Usar ou não o capacete para pedalar é uma escolha individual de cada pessoa, pois diz respeito ao seu próprio corpo. Pesar argumentos contra e a favor é algo que cabe a cada um fazer em relação à própria prática, e não com a finalidade de convencer os outros. Está fora dos propósitos deste blogue adotar discursos prescritivos, sobretudo em relação a algo dessa natureza.
No plano coletivo, entretanto, o uso do capacete é um dado cultural, e pode ser usado como um indicador relacionado à cultura da bicicleta. É exatamente isso que faz o Copenhegenize Index ao considerar o uso do capacete como um dos quesitos para avaliar o quanto uma determinada cidade é acolhedora para quem pedala.

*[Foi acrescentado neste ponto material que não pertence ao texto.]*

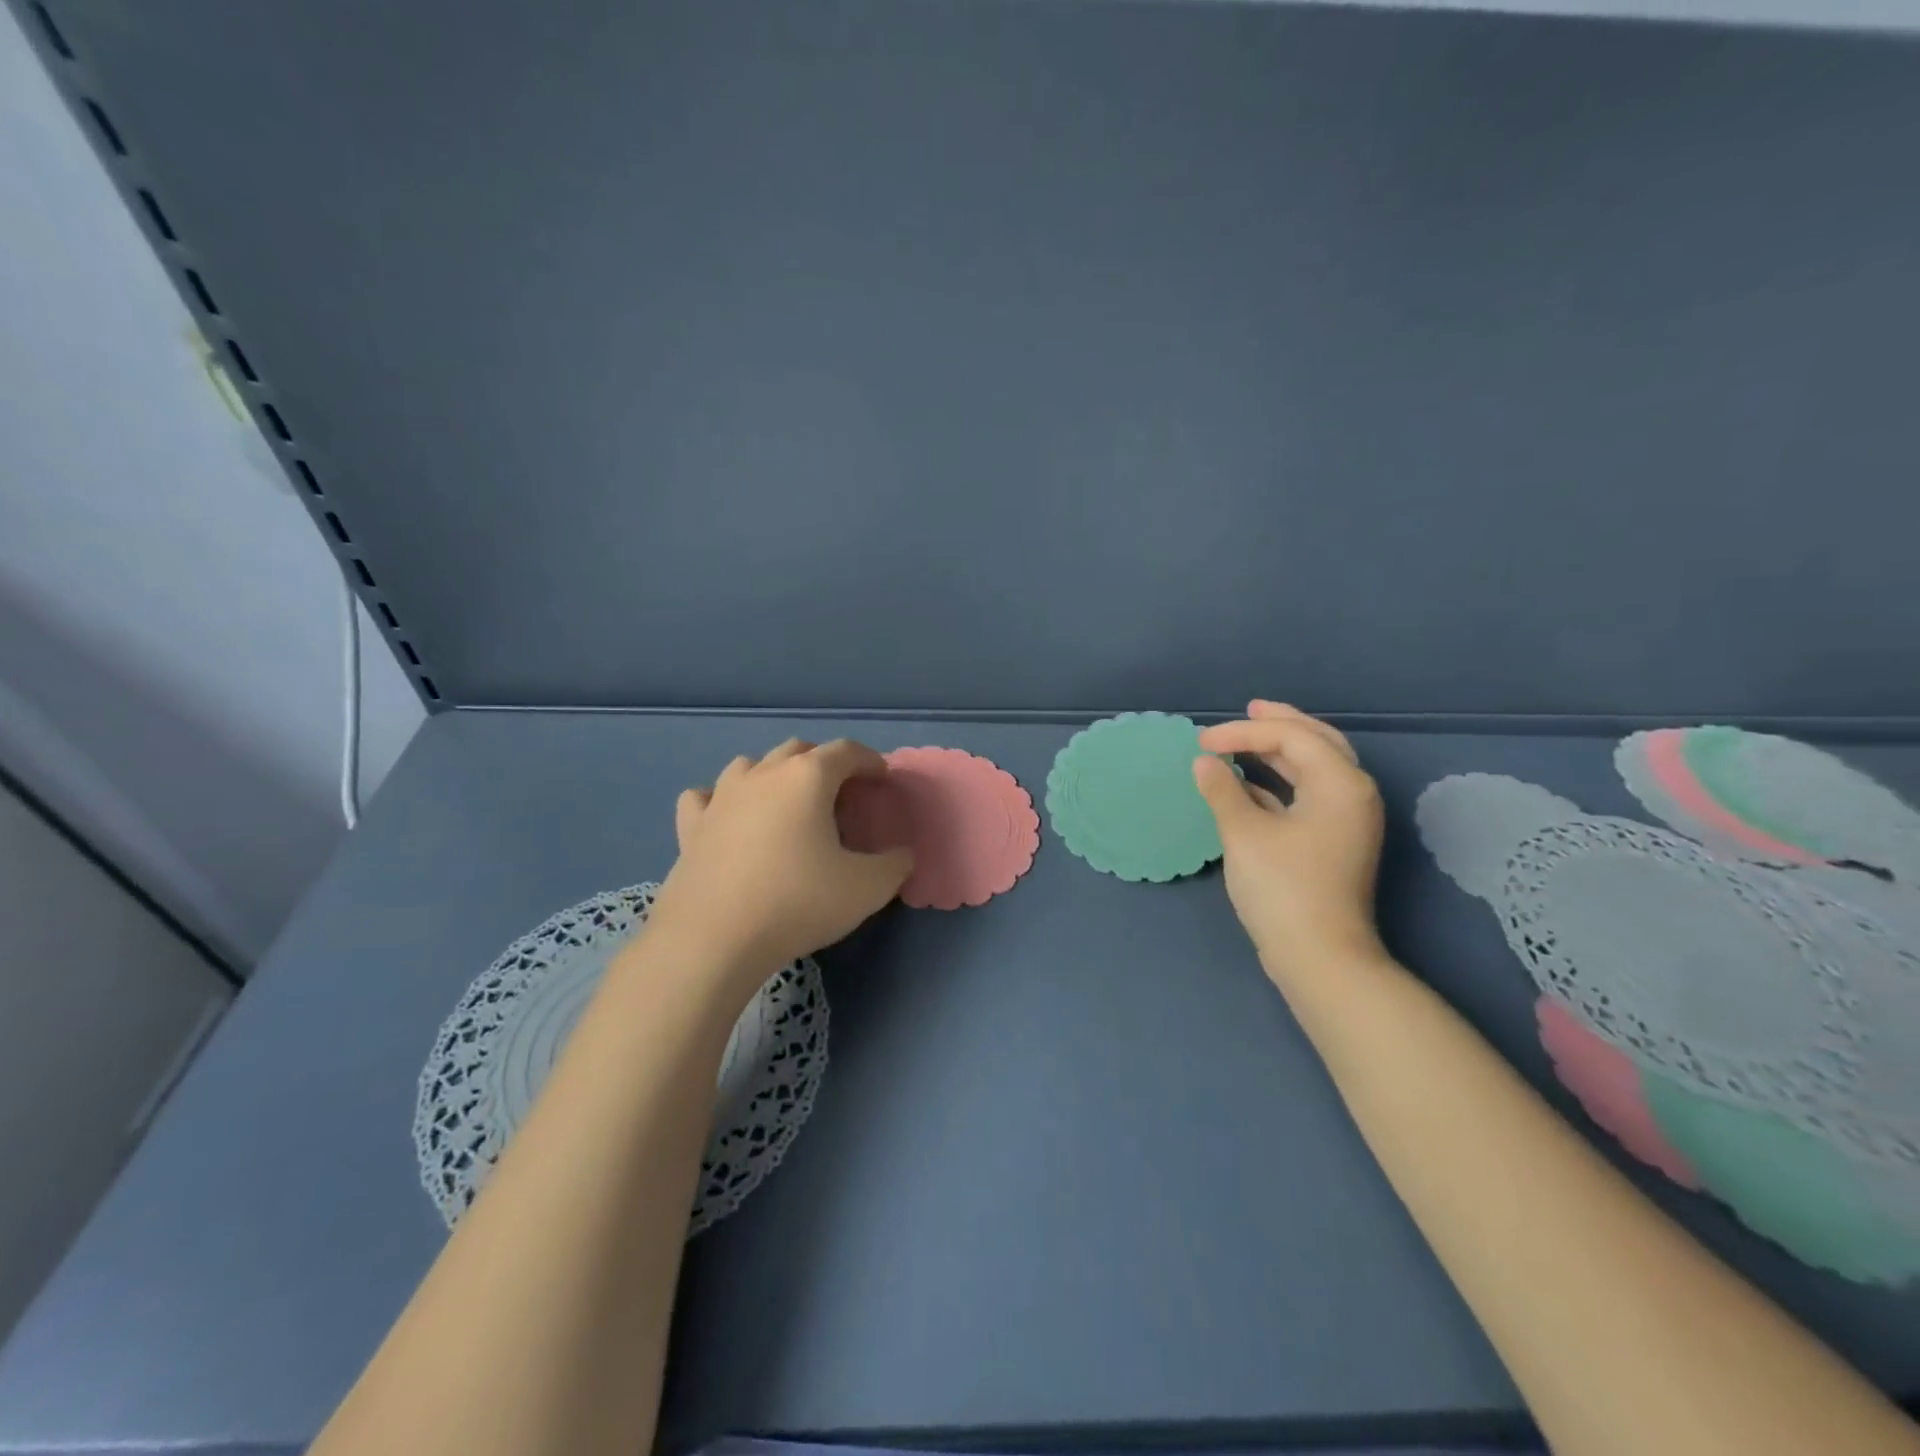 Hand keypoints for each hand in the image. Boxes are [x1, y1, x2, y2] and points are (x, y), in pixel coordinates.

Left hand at [647, 739, 914, 989]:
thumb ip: (894, 865)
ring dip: (774, 774)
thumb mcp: (866, 888)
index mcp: (807, 778)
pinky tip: (729, 818)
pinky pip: (706, 797)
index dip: (869, 760)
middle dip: (824, 763)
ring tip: (787, 803)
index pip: (846, 751)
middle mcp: (763, 774)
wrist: (713, 939)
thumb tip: (901, 855)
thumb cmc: (797, 902)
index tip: (881, 778)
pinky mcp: (691, 826)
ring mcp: (721, 797)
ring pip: (751, 765)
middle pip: (798, 750)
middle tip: (840, 794)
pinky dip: (722, 800)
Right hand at [1192, 702, 1386, 986]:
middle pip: (1316, 742)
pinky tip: (1250, 785)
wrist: (1320, 957)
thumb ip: (1222, 790)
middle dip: (1278, 724)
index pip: (1291, 737)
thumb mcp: (1244, 833)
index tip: (1201, 742)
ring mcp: (1347, 819)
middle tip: (1247, 708)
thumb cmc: (1283, 888)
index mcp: (1340, 783)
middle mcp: (1353, 793)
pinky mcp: (1334, 842)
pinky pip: (1308, 794)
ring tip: (1246, 740)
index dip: (1243, 732)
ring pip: (1314, 769)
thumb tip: (1204, 763)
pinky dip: (1280, 782)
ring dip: (1278, 752) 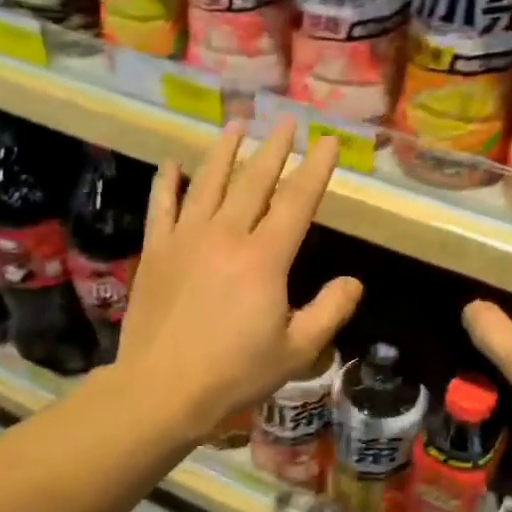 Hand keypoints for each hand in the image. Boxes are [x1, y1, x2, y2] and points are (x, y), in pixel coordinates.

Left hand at [118, 118, 361, 438]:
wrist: (162, 389)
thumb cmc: (235, 373)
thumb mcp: (297, 351)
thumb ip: (330, 312)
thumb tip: (354, 282)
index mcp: (264, 258)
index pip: (297, 201)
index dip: (315, 169)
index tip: (328, 142)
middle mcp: (226, 235)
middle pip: (254, 181)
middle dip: (274, 148)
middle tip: (286, 121)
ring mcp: (186, 239)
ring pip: (208, 182)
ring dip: (224, 150)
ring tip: (236, 124)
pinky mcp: (156, 251)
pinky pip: (162, 206)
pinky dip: (168, 182)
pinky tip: (173, 163) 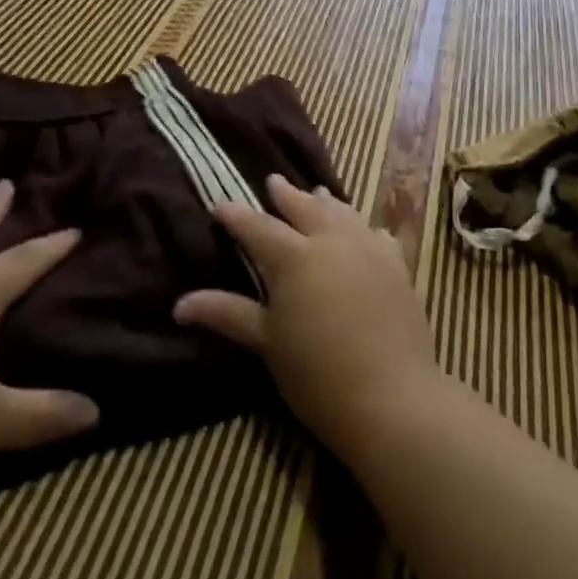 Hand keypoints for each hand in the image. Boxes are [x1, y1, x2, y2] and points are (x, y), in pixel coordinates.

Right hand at [174, 174, 436, 454]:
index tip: (220, 207)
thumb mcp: (267, 343)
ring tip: (316, 193)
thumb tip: (180, 304)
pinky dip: (364, 228)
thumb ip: (227, 314)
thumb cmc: (318, 374)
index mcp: (294, 258)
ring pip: (343, 213)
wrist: (392, 397)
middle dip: (285, 195)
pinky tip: (367, 230)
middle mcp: (331, 240)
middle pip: (304, 208)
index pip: (257, 227)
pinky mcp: (397, 266)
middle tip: (273, 181)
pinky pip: (378, 235)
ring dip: (325, 203)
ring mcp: (368, 249)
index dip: (236, 216)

Conforme está descrito em sua metodologia de avaliação, o Copenhegenize Index leva em consideração duas informações referentes ao capacete: a proporção de pessoas que usam esse equipamento e a promoção que se faz de seu uso. O interessante é que, nos critérios do Copenhegenize Index, receberão melhor pontuação as cidades em que esses dois dados forem mais baixos.

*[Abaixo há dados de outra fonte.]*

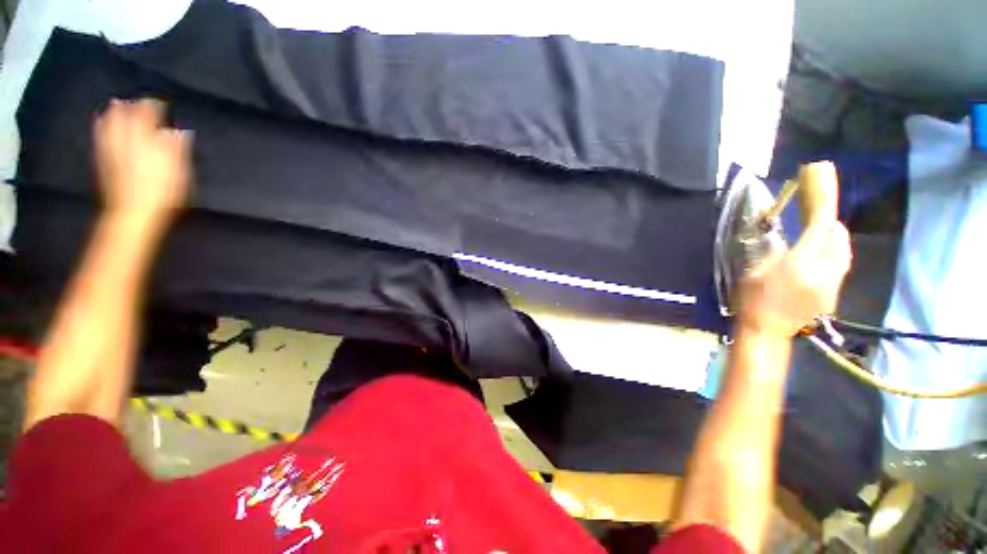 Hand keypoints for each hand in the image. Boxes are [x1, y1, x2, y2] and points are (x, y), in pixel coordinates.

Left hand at [94, 98, 191, 227]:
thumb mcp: (179, 173)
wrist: (133, 215)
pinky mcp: (104, 162)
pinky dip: (102, 127)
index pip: (148, 117)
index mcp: (146, 142)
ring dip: (114, 114)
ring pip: (110, 125)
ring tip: (117, 104)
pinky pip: (101, 138)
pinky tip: (101, 123)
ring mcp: (112, 151)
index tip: (160, 102)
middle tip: (137, 101)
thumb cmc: (162, 194)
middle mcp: (126, 141)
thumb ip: (177, 150)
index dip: (153, 107)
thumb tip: (181, 132)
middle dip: (132, 108)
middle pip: (126, 118)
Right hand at [737, 163, 851, 337]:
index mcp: (799, 265)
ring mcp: (832, 282)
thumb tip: (787, 235)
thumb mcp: (755, 271)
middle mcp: (823, 271)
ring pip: (842, 249)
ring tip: (819, 233)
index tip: (819, 176)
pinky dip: (833, 251)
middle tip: (816, 214)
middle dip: (829, 221)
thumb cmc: (753, 300)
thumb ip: (775, 251)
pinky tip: (819, 255)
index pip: (819, 226)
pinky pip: (840, 262)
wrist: (768, 330)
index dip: (822, 201)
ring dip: (833, 236)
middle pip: (837, 236)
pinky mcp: (834, 290) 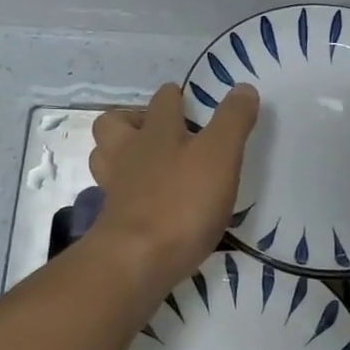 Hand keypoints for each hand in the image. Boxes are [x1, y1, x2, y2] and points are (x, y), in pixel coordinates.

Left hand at [88, 82, 259, 296]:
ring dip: (122, 155)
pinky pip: (114, 195)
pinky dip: (127, 193)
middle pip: (114, 123)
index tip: (189, 100)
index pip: (163, 100)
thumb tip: (244, 88)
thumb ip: (232, 120)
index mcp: (155, 131)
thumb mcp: (220, 155)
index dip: (175, 96)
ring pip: (105, 157)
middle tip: (159, 132)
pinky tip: (147, 203)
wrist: (137, 261)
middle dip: (133, 121)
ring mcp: (115, 187)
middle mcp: (128, 152)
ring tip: (149, 164)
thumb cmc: (182, 201)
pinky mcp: (112, 220) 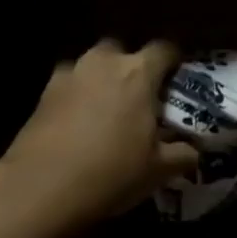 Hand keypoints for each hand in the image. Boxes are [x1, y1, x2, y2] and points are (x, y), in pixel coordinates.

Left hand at [0, 39, 198, 227]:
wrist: (42, 187)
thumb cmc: (112, 172)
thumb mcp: (159, 170)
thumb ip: (183, 154)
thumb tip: (194, 151)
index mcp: (138, 73)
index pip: (164, 49)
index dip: (173, 62)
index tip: (177, 80)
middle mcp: (103, 63)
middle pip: (122, 50)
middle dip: (131, 66)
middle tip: (139, 96)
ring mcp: (69, 74)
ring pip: (91, 65)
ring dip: (100, 79)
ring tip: (106, 109)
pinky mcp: (43, 93)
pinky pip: (68, 84)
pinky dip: (76, 96)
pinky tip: (78, 122)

Mas não deveria ser o contrário? Uma cultura da bicicleta bem desenvolvida não implicaria ciclistas mais conscientes dos aspectos de segurança? Talvez não, e é natural que seja um pouco difícil para nós, que vivemos no meio da barbárie, compreender a visão que têm do assunto as pessoas que vivem em lugares onde existe civilidade e respeito. Um raciocínio simples pode ajudar a olhar isso de fora.
Se, numa cidade imaginária, uma grande quantidade de pessoas usa colete a prova de balas para ir à padaria, ao trabalho e passear pela rua, isso não é exatamente uma demonstração de que o lugar é desenvolvido em termos de segurança, mas sim uma evidência de que as pessoas sentem que podem ser baleadas a qualquer momento, certo?

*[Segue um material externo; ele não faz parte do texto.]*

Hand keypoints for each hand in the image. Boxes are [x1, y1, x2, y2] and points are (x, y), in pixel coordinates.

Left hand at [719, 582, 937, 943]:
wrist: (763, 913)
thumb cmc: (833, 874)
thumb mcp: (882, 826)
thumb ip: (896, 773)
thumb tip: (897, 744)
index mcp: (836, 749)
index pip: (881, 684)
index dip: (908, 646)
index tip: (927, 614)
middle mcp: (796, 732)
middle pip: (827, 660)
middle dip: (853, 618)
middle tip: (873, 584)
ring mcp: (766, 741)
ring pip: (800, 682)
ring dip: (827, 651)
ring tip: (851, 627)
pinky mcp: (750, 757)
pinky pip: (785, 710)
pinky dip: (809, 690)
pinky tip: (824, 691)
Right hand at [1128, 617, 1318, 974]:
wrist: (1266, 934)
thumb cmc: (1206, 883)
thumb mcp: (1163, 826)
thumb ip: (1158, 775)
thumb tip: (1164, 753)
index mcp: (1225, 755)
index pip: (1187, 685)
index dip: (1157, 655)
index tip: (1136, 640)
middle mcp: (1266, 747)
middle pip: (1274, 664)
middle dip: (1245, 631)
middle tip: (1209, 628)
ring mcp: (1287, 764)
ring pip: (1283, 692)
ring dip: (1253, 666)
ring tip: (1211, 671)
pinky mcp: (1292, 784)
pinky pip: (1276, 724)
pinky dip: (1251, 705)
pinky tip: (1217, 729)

Numa interpretação cultural, o capacete nada mais é que indício de uma percepção de vulnerabilidade. Portanto, um lugar onde ele é muito usado e incentivado certamente não parece um lugar acolhedor para a bicicleta.
Cidades brasileiras com uma taxa de uso da bicicleta bastante acima da média nacional parecem comprovar os pressupostos do Copenhegenize Index. O livro O Brasil que Pedala traz os resultados de um estudo feito em cidades brasileiras de até 100 mil habitantes em que a cultura da bicicleta é bem consolidada. A participação modal média da bicicleta nas 11 cidades estudadas é de 21,9%, havendo um caso (Tarauacá – AC) em que ela chega a 73%. O estudo revelou que o capacete é bastante raro nessas cidades: na média, menos de 1% dos ciclistas usam capacete. Portanto não é preciso ir até a Dinamarca para conhecer uma realidade em que uma forte cultura da bicicleta está associada ao baixo uso do capacete.
Parece ser um grande desafio, para muitos, olhar a questão do capacete como um dado cultural, sem tomar posição contra ou a favor nem levar a discussão para o campo dos argumentos técnicos, tidos como portadores de verdades irrefutáveis. Com o exemplo dessas cidades brasileiras, podemos vislumbrar mais facilmente, e sem adotar uma perspectiva eurocêntrica, uma realidade em que o uso da bicicleta seja parte natural da vida, sem estar sujeito a um controle de comportamentos.